Nothing but the pictures should go missing; return all the entries below exactly.

_ _ _ _ _

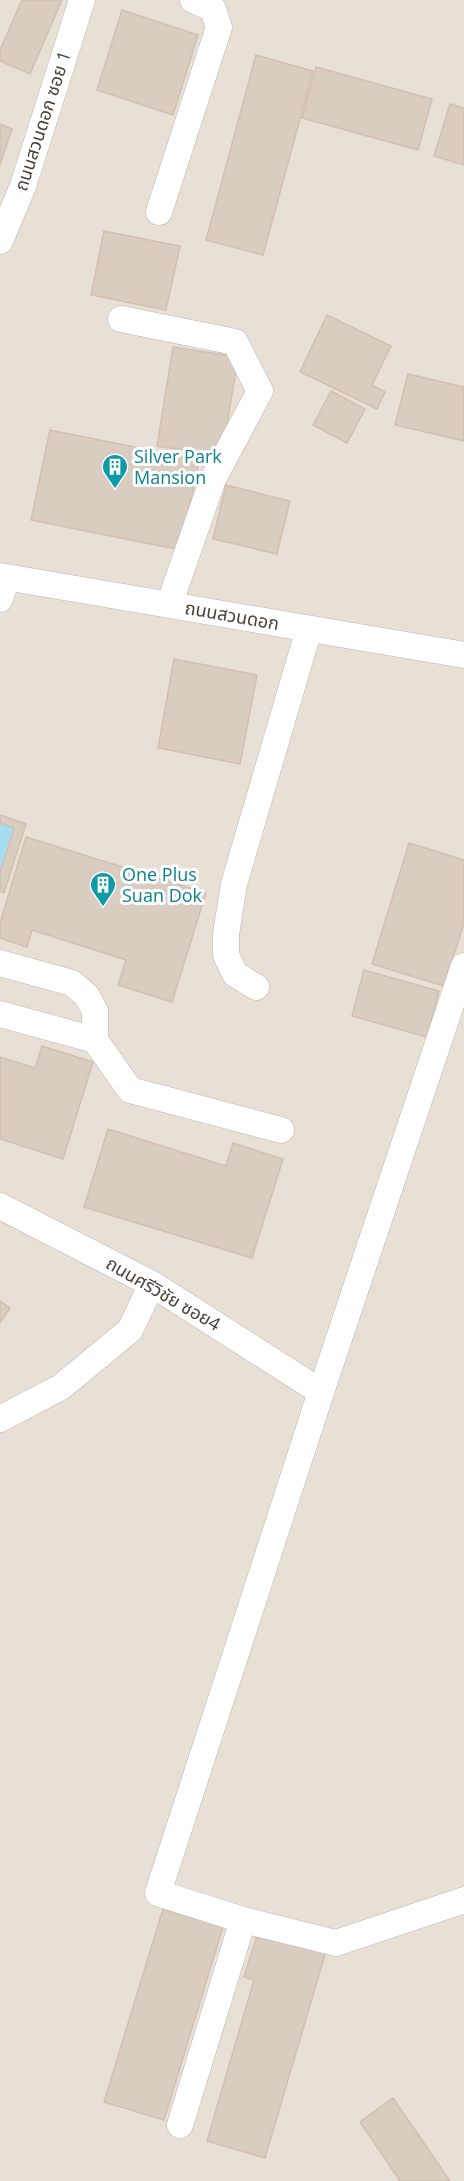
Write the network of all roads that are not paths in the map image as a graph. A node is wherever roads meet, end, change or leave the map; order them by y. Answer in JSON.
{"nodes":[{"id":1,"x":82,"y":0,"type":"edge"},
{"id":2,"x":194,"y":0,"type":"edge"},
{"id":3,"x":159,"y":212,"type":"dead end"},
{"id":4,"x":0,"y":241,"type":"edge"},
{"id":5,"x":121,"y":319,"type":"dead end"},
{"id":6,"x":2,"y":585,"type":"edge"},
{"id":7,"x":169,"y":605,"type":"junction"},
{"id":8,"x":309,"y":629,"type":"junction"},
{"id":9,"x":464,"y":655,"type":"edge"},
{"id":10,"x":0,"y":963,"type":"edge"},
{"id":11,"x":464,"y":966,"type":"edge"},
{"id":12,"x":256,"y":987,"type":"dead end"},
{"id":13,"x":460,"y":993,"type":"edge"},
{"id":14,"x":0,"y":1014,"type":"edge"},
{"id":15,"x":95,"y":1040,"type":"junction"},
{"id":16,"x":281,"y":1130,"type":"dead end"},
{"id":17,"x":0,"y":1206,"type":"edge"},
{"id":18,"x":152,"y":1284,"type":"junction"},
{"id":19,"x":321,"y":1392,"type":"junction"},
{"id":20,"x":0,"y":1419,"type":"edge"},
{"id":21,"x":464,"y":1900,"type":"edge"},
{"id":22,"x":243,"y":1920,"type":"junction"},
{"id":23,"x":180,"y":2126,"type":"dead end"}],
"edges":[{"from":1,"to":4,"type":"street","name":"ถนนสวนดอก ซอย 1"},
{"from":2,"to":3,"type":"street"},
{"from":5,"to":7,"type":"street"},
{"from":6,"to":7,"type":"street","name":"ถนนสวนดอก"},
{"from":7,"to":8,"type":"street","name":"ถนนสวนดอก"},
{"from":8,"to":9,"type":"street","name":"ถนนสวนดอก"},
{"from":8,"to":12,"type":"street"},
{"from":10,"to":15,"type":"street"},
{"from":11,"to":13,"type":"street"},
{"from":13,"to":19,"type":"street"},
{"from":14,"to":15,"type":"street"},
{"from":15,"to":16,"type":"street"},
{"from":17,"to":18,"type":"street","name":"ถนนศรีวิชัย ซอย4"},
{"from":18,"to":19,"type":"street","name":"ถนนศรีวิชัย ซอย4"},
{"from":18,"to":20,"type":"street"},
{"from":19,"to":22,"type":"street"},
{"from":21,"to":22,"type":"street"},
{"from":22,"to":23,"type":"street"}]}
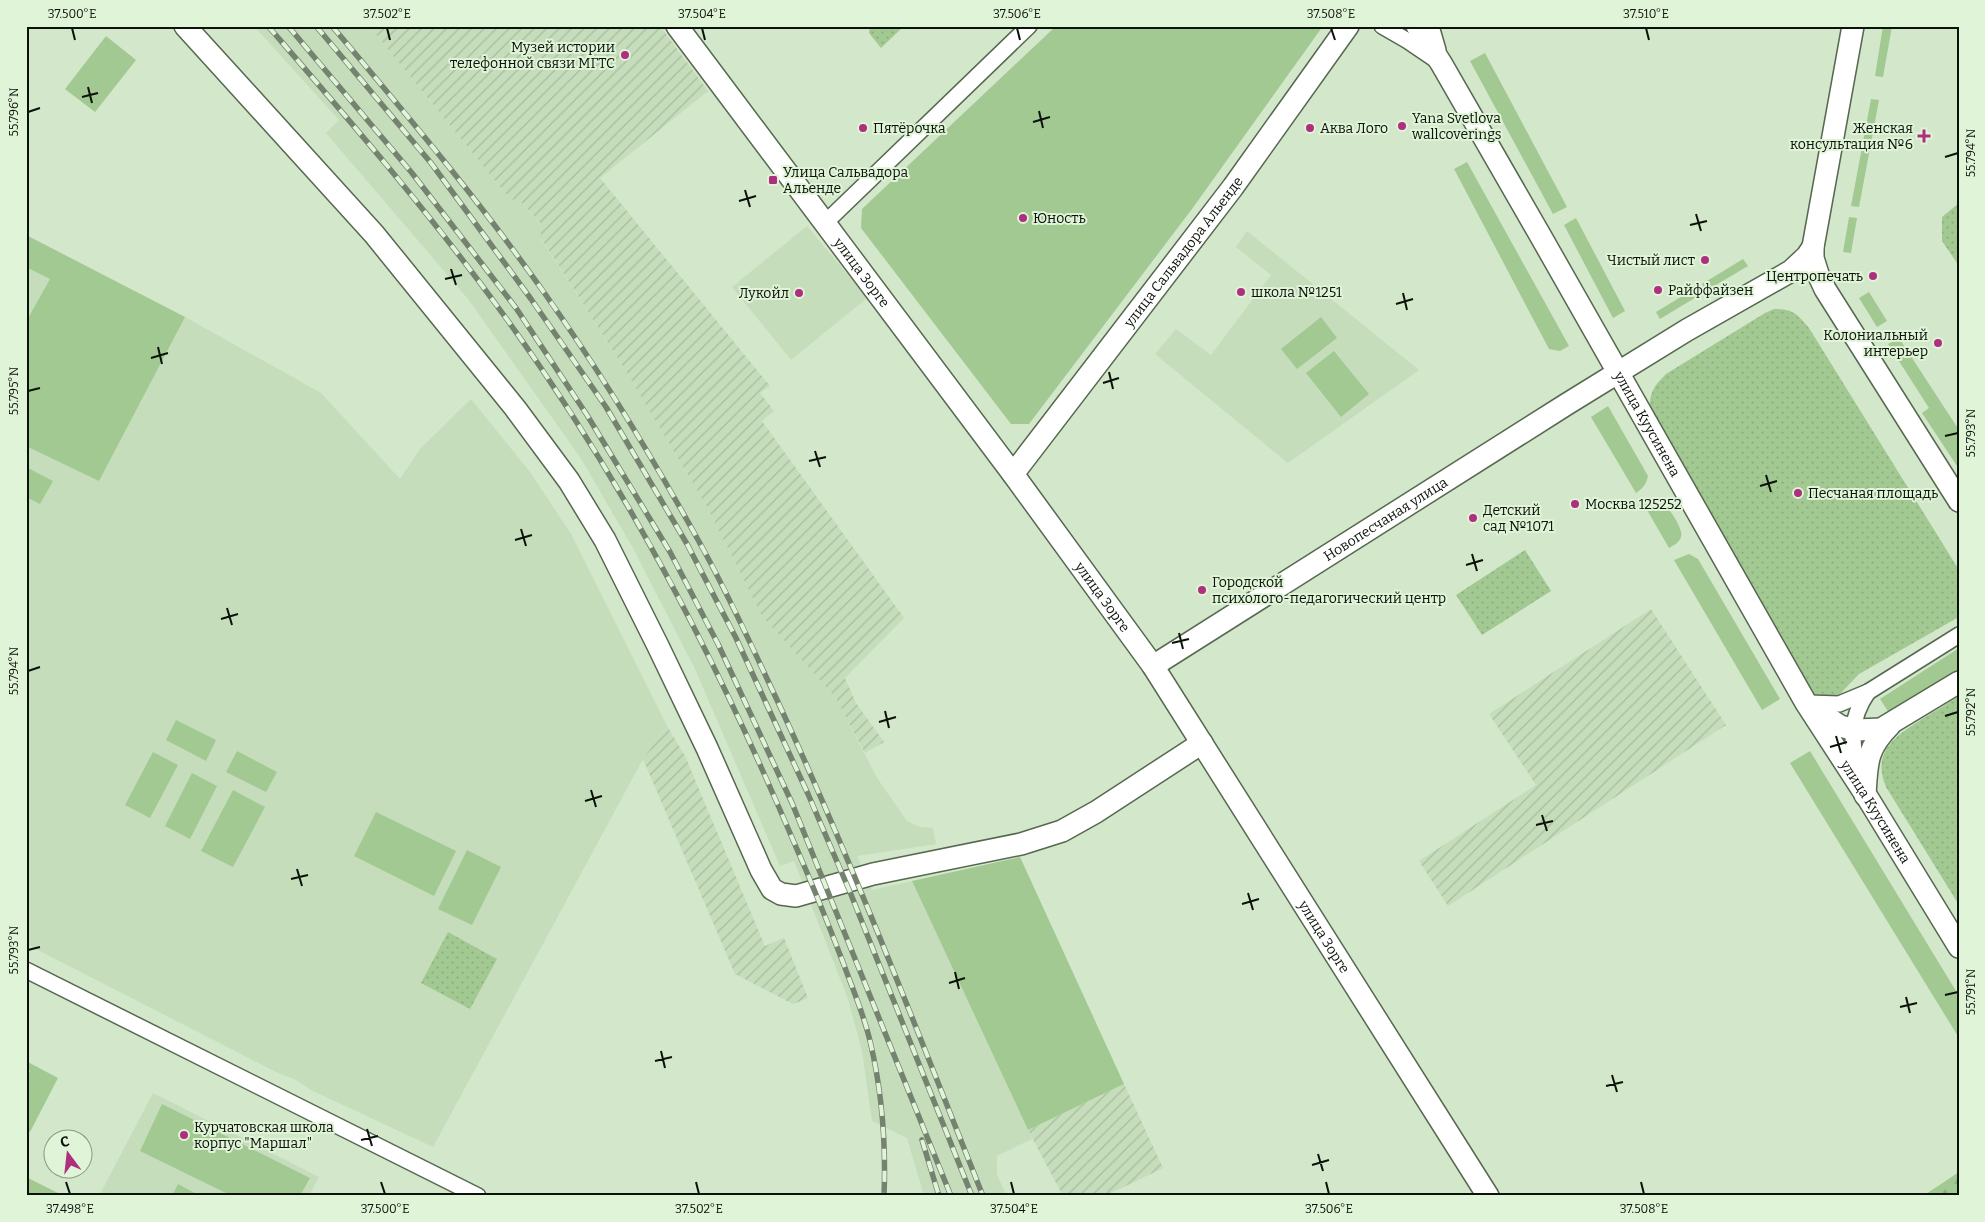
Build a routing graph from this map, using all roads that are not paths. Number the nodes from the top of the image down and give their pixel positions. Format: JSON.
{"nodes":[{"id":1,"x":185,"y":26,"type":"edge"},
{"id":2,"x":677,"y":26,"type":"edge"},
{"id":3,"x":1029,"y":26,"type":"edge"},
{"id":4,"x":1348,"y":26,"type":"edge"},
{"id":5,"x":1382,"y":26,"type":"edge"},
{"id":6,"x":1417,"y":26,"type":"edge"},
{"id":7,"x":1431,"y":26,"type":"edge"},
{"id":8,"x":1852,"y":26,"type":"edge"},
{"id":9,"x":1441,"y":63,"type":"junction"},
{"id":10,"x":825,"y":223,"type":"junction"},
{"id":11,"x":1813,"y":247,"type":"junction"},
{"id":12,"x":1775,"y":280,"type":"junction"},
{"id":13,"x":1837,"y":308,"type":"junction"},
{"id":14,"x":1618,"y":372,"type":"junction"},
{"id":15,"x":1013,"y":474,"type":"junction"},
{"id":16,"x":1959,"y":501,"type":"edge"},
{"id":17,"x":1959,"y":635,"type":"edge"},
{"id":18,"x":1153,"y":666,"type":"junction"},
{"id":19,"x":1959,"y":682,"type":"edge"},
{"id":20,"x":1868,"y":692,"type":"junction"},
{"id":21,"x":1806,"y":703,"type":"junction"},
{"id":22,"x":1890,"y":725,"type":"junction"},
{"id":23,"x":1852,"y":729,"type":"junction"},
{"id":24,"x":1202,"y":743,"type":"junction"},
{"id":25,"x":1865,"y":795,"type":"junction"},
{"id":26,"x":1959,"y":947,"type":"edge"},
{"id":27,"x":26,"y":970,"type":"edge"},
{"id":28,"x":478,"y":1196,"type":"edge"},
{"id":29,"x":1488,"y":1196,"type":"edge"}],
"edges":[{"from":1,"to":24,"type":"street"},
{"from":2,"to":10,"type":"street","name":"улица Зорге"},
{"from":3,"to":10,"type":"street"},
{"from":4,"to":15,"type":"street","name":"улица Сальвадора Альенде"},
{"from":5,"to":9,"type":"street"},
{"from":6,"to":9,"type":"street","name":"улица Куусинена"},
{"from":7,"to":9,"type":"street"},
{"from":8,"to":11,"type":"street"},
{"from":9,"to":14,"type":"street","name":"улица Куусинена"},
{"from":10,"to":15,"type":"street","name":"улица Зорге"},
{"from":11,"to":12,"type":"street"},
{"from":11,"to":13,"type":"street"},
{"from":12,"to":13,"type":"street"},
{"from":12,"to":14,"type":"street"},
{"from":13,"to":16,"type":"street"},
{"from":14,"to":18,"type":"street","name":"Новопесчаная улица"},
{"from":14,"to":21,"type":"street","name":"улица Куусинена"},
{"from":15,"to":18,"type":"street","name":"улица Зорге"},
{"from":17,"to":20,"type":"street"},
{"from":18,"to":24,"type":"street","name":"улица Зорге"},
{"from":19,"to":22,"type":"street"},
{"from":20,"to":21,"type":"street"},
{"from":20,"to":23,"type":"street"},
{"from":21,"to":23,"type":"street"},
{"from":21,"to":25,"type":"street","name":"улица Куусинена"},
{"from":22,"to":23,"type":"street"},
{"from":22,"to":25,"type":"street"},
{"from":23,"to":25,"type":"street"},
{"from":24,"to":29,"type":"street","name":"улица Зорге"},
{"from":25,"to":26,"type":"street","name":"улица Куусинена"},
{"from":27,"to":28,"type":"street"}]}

_ _ _ _ _

ANSWER BOX:
Write the network of all roads that are not paths in the map image as a graph. A node is wherever roads meet, end, change or leave the map; order them by y. Answer in JSON.
{"nodes":[{"id":1,"x":82,"y":0,"type":"edge"},
{"id":2,"x":194,"y":0,"type":"edge"},
{"id":3,"x":159,"y":212,"type":"dead end"},
{"id":4,"x":0,"y":241,"type":"edge"},
{"id":5,"x":121,"y":319,"type":"dead end"},
{"id":6,"x":2,"y":585,"type":"edge"},
{"id":7,"x":169,"y":605,"type":"junction"},
{"id":8,"x":309,"y":629,"type":"junction"},
{"id":9,"x":464,"y":655,"type":"edge"},
{"id":10,"x":0,"y":963,"type":"edge"},
{"id":11,"x":464,"y":966,"type":"edge"},
{"id":12,"x":256,"y":987,"type":"dead end"},
{"id":13,"x":460,"y":993,"type":"edge"},
{"id":14,"x":0,"y":1014,"type":"edge"},
{"id":15,"x":95,"y":1040,"type":"junction"},
{"id":16,"x":281,"y":1130,"type":"dead end"},
{"id":17,"x":0,"y":1206,"type":"edge"},
{"id":18,"x":152,"y":1284,"type":"junction"},
{"id":19,"x":321,"y":1392,"type":"junction"},
{"id":20,"x":0,"y":1419,"type":"edge"},
{"id":21,"x":464,"y":1900,"type":"edge"},
{"id":22,"x":243,"y":1920,"type":"junction"},
{"id":23,"x":180,"y":2126,"type":"dead end"}],
"edges":[{"from":1,"to":4,"type":"street","name":"ถนนสวนดอก ซอย 1"},
{"from":2,"to":3,"type":"street"},
{"from":5,"to":7,"type":"street"},
{"from":6,"to":7,"type":"street","name":"ถนนสวนดอก"},
{"from":7,"to":8,"type":"street","name":"ถนนสวนดอก"},
{"from":8,"to":9,"type":"street","name":"ถนนสวนดอก"},
{"from":8,"to":12,"type":"street"},
{"from":10,"to":15,"type":"street"},
{"from":11,"to":13,"type":"street"},
{"from":13,"to":19,"type":"street"},
{"from":14,"to":15,"type":"street"},
{"from":15,"to":16,"type":"street"},
{"from":17,"to":18,"type":"street","name":"ถนนศรีวิชัย ซอย4"},
{"from":18,"to":19,"type":"street","name":"ถนนศรีวิชัย ซอย4"},
{"from":18,"to":20,"type":"street"},
{"from":19,"to":22,"type":"street"},
{"from":21,"to":22,"type":"street"},
{"from":22,"to":23,"type":"street"}]}
Build a routing graph from this map, using all roads that are not paths. Number the nodes from the top of the image down and give their pixel positions. Format: JSON.
{"nodes":[{"id":1,"x":185,"y":26,"type":"edge"},
{"id":2,"x":677,"y":26,"type":"edge"},
{"id":3,"x":1029,"y":26,"type":"edge"},
{"id":4,"x":1348,"y":26,"type":"edge"},
{"id":5,"x":1382,"y":26,"type":"edge"},
{"id":6,"x":1417,"y":26,"type":"edge"},
{"id":7,"x":1431,"y":26,"type":"edge"},
{"id":8,"x":1852,"y":26,"type":"edge"},
{"id":9,"x":1441,"y":63,"type":"junction"},
{"id":10,"x":825,"y":223,"type":"junction"},
{"id":11,"x":1813,"y":247,"type":"junction"},
{"id":12,"x":1775,"y":280,"type":"junction"},
{"id":13,"x":1837,"y":308,"type":"junction"},
{"id":14,"x":1618,"y":372,"type":"junction"},
{"id":15,"x":1013,"y":474,"type":"junction"},
{"id":16,"x":1959,"y":501,"type":"edge"},
{"id":17,"x":1959,"y":635,"type":"edge"},
{"id":18,"x":1153,"y":666,"type":"junction"},
{"id":19,"x":1959,"y":682,"type":"edge"},
{"id":20,"x":1868,"y":692,"type":"junction"},
{"id":21,"x":1806,"y":703,"type":"junction"},
{"id":22,"x":1890,"y":725,"type":"junction"},
{"id":23,"x":1852,"y":729,"type":"junction"},
{"id":24,"x":1202,"y":743,"type":"junction"},
{"id":25,"x":1865,"y":795,"type":"junction"},
{"id":26,"x":1959,"y":947,"type":"edge"},
{"id":27,"x":26,"y":970,"type":"edge"},
{"id":28,"x":478,"y":1196,"type":"edge"},
{"id":29,"x":1488,"y":1196,"type":"edge"}],
"edges":[{"from":1,"to":24,"type":"street"},
{"from":2,"to":10,"type":"street","name":"улица Зорге"},
{"from":3,"to":10,"type":"street"},
{"from":4,"to":15,"type":"street","name":"улица Сальвадора Альенде"},
{"from":5,"to":9,"type":"street"},
{"from":6,"to":9,"type":"street","name":"улица Куусинена"},
{"from":7,"to":9,"type":"street"},
{"from":8,"to":11,"type":"street"},
{"from":9,"to":14,"type":"street","name":"улица Куусинена"},
{"from":10,"to":15,"type":"street","name":"улица Зорге"},
{"from":11,"to":12,"type":"street"},
{"from":11,"to":13,"type":"street"},
{"from":12,"to":13,"type":"street"},
{"from":12,"to":14,"type":"street"},
{"from":13,"to":16,"type":"street"},
{"from":14,"to":18,"type":"street","name":"Новопесчаная улица"},
{"from":14,"to":21,"type":"street","name":"улица Куусинена"},
{"from":15,"to":18,"type":"street","name":"улица Зорге"},
{"from":17,"to":20,"type":"street"},
{"from":18,"to":24,"type":"street","name":"улица Зорге"},
{"from":19,"to":22,"type":"street"},
{"from":20,"to":21,"type":"street"},
{"from":20,"to":23,"type":"street"},
{"from":21,"to":23,"type":"street"},
{"from":21,"to":25,"type":"street","name":"улица Куусинена"},
{"from":22,"to":23,"type":"street"},
{"from":22,"to":25,"type":"street"},
{"from":23,"to":25,"type":"street"},
{"from":24,"to":29,"type":"street","name":"улица Зорге"},
{"from":25,"to":26,"type":"street","name":"улица Куусинена"},
{"from":27,"to":28,"type":"street"}]}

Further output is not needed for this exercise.